Odd, this would seem to be a data point for DST being just half an hour.

That said, that chart is suspicious for not having jumps for DST. How does that work?

DST doesn’t have anything to do with the oscillation of the true noon at any location by +/-15 minutes around the year (that cycle is not even summer/winter).
How? Noon literally shifted by an hour per last night. So there should be a jump in the chart. Not a smooth line. A jump.
The chart shows at what time noon happens when you have a 24-hour clock calibrated to get it right on average. For example, a clock showing GMT assuming you’re in Greenwich.

If you add or subtract hours to your clock instead of keeping a 24 hours day length then yes, you will have jumps. But those jumps are caused by you playing with the clock, they are not real.

The fact that Daylight Savings Time exists doesn’t have anything to do that the duration of the day is sometimes a few seconds longer and sometimes a few seconds shorter than 24 hours.

If noon was always 24 hours after the previous one the line in that chart would be flat. With discontinuities if you want to include DST shifts in the chart, but I really don’t see the interest in doing so.

The rationale for applying DST has nothing to do with that variation, it would be just the same if the time from noon to noon was always 24 hours.

This feels like a classic case of talking past each other.

First, I will acknowledge you answered precisely what I asked. Thank you.

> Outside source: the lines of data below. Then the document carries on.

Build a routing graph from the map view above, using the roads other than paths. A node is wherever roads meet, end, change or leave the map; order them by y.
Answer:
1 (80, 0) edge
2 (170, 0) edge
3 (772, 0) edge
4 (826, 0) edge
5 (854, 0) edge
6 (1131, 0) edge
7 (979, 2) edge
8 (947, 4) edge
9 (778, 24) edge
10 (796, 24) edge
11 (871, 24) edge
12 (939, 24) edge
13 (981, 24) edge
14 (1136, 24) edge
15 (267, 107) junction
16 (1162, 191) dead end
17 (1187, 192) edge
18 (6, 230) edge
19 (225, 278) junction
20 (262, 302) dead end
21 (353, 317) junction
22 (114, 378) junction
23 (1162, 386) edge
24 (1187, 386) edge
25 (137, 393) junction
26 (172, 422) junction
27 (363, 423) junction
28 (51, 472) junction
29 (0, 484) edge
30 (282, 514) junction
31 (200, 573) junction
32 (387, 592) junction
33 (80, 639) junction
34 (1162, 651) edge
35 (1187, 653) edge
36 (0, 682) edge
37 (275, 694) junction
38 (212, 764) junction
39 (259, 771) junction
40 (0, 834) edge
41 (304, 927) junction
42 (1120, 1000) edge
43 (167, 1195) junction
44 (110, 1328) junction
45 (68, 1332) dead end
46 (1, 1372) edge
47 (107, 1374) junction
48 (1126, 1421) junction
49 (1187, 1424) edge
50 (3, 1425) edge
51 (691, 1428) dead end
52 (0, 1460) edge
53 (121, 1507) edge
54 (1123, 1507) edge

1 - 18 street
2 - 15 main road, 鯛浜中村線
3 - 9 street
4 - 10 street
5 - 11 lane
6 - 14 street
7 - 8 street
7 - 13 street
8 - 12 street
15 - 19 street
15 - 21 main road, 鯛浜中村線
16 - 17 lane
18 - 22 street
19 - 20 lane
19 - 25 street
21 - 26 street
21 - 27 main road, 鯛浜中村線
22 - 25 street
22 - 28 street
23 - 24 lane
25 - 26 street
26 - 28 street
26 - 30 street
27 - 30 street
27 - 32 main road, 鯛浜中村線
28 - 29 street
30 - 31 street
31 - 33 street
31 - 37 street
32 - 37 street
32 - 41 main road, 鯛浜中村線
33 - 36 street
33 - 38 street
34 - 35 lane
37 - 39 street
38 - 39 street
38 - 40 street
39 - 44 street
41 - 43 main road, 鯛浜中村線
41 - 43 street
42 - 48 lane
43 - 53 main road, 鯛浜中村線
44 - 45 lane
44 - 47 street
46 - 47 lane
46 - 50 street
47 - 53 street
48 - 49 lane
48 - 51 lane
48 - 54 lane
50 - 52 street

I would like to get DST back in context, since it is in that context that I asked. The assertion seemed to be that solar noon being at local noon had some advantages. I agree that is begging the question to assume it, but I am just exploring the consequences.

So, assuming I was asking for drift of solar noon to local noon, we have to account for our messing with the clock. Because we do and did. Would there be advantage to us having a mechanism that more closely aligned them? More, what would that mechanism look like? I was guessing that it would look similar to DST, just with 30 minute swings, not 60.

Let’s assume you’re at longitude 0 and noon happens for you at 12:00 (on average). If there were 24 timezones of exactly 15 degrees of longitude each there will be places at longitude +/- 7.4999 which are in your time zone where noon happens at 11:30 or 12:30 (on average) and never at 12:00. If you want to “fix” this problem you need to add timezones, not to mess wit the clock.

If you only care about your (latitude 0) time of noon which is given by that chart and you want to make it closer to 12:00 by splitting the year in “winter” and “summer” time (with only two changes in the year) you would have winter time from late-december to mid-june and summer time from mid-june to late-december and apply a time shift of about 10 or 15 minutes. This is just a guess, you may take that curve and optimize the timing and magnitude of the shift to approximate the curve with two constante segments. Or more that two, if you want.